WHAT NEEDS TO BE DONE: Provide the records once more, identical to the original.

--- START ---

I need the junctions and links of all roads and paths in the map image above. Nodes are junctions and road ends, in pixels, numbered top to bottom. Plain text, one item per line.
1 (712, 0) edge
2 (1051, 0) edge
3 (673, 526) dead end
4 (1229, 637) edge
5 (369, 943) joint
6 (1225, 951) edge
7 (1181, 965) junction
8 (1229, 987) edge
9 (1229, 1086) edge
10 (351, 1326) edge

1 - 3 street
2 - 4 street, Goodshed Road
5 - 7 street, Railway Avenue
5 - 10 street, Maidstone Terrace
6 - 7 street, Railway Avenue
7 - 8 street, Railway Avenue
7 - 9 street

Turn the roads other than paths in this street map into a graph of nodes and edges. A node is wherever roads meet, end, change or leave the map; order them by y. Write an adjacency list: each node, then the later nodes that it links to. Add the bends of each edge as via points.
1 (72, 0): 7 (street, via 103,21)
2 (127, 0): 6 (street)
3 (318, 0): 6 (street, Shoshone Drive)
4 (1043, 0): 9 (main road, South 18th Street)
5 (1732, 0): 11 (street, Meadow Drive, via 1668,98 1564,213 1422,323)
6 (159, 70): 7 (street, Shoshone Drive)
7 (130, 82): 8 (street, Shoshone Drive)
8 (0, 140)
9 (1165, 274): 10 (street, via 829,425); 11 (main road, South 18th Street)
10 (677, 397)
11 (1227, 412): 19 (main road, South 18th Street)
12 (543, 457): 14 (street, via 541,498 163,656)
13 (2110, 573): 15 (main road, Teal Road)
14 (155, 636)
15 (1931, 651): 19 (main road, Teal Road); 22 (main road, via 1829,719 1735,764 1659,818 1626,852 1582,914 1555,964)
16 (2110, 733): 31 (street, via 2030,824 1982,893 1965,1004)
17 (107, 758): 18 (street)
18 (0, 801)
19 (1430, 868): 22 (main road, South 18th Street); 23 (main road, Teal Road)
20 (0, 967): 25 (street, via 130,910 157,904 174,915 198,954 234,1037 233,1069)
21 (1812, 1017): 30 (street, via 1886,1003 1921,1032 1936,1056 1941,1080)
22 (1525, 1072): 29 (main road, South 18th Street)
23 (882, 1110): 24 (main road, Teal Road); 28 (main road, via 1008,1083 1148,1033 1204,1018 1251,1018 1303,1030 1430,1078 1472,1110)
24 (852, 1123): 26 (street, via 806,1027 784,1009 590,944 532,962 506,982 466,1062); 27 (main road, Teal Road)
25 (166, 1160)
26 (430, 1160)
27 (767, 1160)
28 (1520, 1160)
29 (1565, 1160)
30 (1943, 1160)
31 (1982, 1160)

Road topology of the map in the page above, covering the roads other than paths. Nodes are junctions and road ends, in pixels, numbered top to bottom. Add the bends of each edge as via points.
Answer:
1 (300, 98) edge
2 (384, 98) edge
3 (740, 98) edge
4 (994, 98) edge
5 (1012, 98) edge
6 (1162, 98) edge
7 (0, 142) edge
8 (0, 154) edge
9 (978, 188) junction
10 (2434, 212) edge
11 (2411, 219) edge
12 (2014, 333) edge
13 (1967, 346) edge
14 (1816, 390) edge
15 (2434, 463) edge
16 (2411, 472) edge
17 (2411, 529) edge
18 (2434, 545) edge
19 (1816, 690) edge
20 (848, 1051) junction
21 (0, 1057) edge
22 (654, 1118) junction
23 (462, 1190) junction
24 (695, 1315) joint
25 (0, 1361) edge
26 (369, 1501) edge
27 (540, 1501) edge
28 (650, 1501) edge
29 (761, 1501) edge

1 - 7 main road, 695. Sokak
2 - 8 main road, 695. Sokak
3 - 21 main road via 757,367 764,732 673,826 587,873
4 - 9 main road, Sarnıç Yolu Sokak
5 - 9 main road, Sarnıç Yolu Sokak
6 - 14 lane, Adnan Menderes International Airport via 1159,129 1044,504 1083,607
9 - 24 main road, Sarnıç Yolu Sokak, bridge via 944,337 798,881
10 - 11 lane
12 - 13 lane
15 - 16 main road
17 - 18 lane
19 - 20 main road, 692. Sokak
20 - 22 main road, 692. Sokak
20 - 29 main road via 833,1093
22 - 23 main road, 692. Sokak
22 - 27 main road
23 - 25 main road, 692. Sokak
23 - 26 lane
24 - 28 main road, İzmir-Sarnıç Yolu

--- END ---

ANSWER SPACE:
I need the junctions and links of all roads and paths in the map image above. Nodes are junctions and road ends, in pixels, numbered top to bottom. Plain text, one item per line.
1 (712, 0) edge
2 (1051, 0) edge
3 (673, 526) dead end
4 (1229, 637) edge
5 (369, 943) joint
6 (1225, 951) edge
7 (1181, 965) junction
8 (1229, 987) edge
9 (1229, 1086) edge
10 (351, 1326) edge

1 - 3 street
2 - 4 street, Goodshed Road
5 - 7 street, Railway Avenue
5 - 10 street, Maidstone Terrace
6 - 7 street, Railway Avenue
7 - 8 street, Railway Avenue
7 - 9 street

Turn the roads other than paths in this street map into a graph of nodes and edges. A node is wherever roads meet, end, change or leave the map; order them by y. Write an adjacency list: each node, then the later nodes that it links to. Add the bends of each edge as via points.
1 (72, 0): 7 (street, via 103,21)
2 (127, 0): 6 (street)
3 (318, 0): 6 (street, Shoshone Drive)
4 (1043, 0): 9 (main road, South 18th Street)
5 (1732, 0): 11 (street, Meadow Drive, via 1668,98 1564,213 1422,323)
6 (159, 70): 7 (street, Shoshone Drive)
7 (130, 82): 8 (street, Shoshone Drive)
8 (0, 140)
9 (1165, 274): 10 (street, via 829,425); 11 (main road, South 18th Street)
10 (677, 397)
11 (1227, 412): 19 (main road, South 18th Street)
12 (543, 457): 14 (street, via 541,498 163,656)
13 (2110, 573): 15 (main road, Teal Road)
14 (155, 636)
15 (1931, 651): 19 (main road, Teal Road); 22 (main road, via 1829,719 1735,764 1659,818 1626,852 1582,914 1555,964)
16 (2110, 733): 31 (street, via 2030,824 1982,893 1965,1004)
17 (107, 758): 18 (street)
18 (0, 801)
19 (1430, 868): 22 (main road, South 18th Street); 23 (main road, Teal Road)
20 (0, 967): 25 (street, via 130,910 157,904 174,915 198,954 234,1037 233,1069)
21 (1812, 1017): 30 (street, via 1886,1003 1921,1032 1936,1056 1941,1080)
22 (1525, 1072): 29 (main road, South 18th Street)
23 (882, 1110): 24 (main road, Teal Road); 28 (main road, via 1008,1083 1148,1033 1204,1018 1251,1018 1303,1030 1430,1078 1472,1110)
24 (852, 1123): 26 (street, via 806,1027 784,1009 590,944 532,962 506,982 466,1062); 27 (main road, Teal Road)
25 (166, 1160)
26 (430, 1160)
27 (767, 1160)
28 (1520, 1160)
29 (1565, 1160)
30 (1943, 1160)
31 (1982, 1160)

Road topology of the map in the page above, covering the roads other than paths. Nodes are junctions and road ends, in pixels, numbered top to bottom. Add the bends of each edge as via points.
Answer:
1 (300, 98) edge
2 (384, 98) edge
3 (740, 98) edge
4 (994, 98) edge
5 (1012, 98) edge
6 (1162, 98) edge
7 (0, 142) edge
8 (0, 154) edge
9 (978, 188) junction
10 (2434, 212) edge
11 (2411, 219) edge
12 (2014, 333) edge
13 (1967, 346) edge
14 (1816, 390) edge
15 (2434, 463) edge
16 (2411, 472) edge
17 (2411, 529) edge
18 (2434, 545) edge
19 (1816, 690) edge
20 (848, 1051) junction
21 (0, 1057) edge
22 (654, 1118) junction
23 (462, 1190) junction
24 (695, 1315) joint
25 (0, 1361) edge
26 (369, 1501) edge
27 (540, 1501) edge
28 (650, 1501) edge
29 (761, 1501) edge

1 - 7 main road, 695. Sokak
2 - 8 main road, 695. Sokak
3 - 21 main road via 757,367 764,732 673,826 587,873
4 - 9 main road, Sarnıç Yolu Sokak
5 - 9 main road, Sarnıç Yolu Sokak
6 - 14 lane, Adnan Menderes International Airport via 1159,129 1044,504 1083,607
9 - 24 main road, Sarnıç Yolu Sokak, bridge via 944,337 798,881
10 - 11 lane
12 - 13 lane
15 - 16 main road
17 - 18 lane
19 - 20 main road, 692. Sokak
20 - 22 main road, 692. Sokak
20 - 29 main road via 833,1093
22 - 23 main road, 692. Sokak
22 - 27 main road
23 - 25 main road, 692. Sokak
23 - 26 lane
24 - 28 main road, İzmir-Sarnıç Yolu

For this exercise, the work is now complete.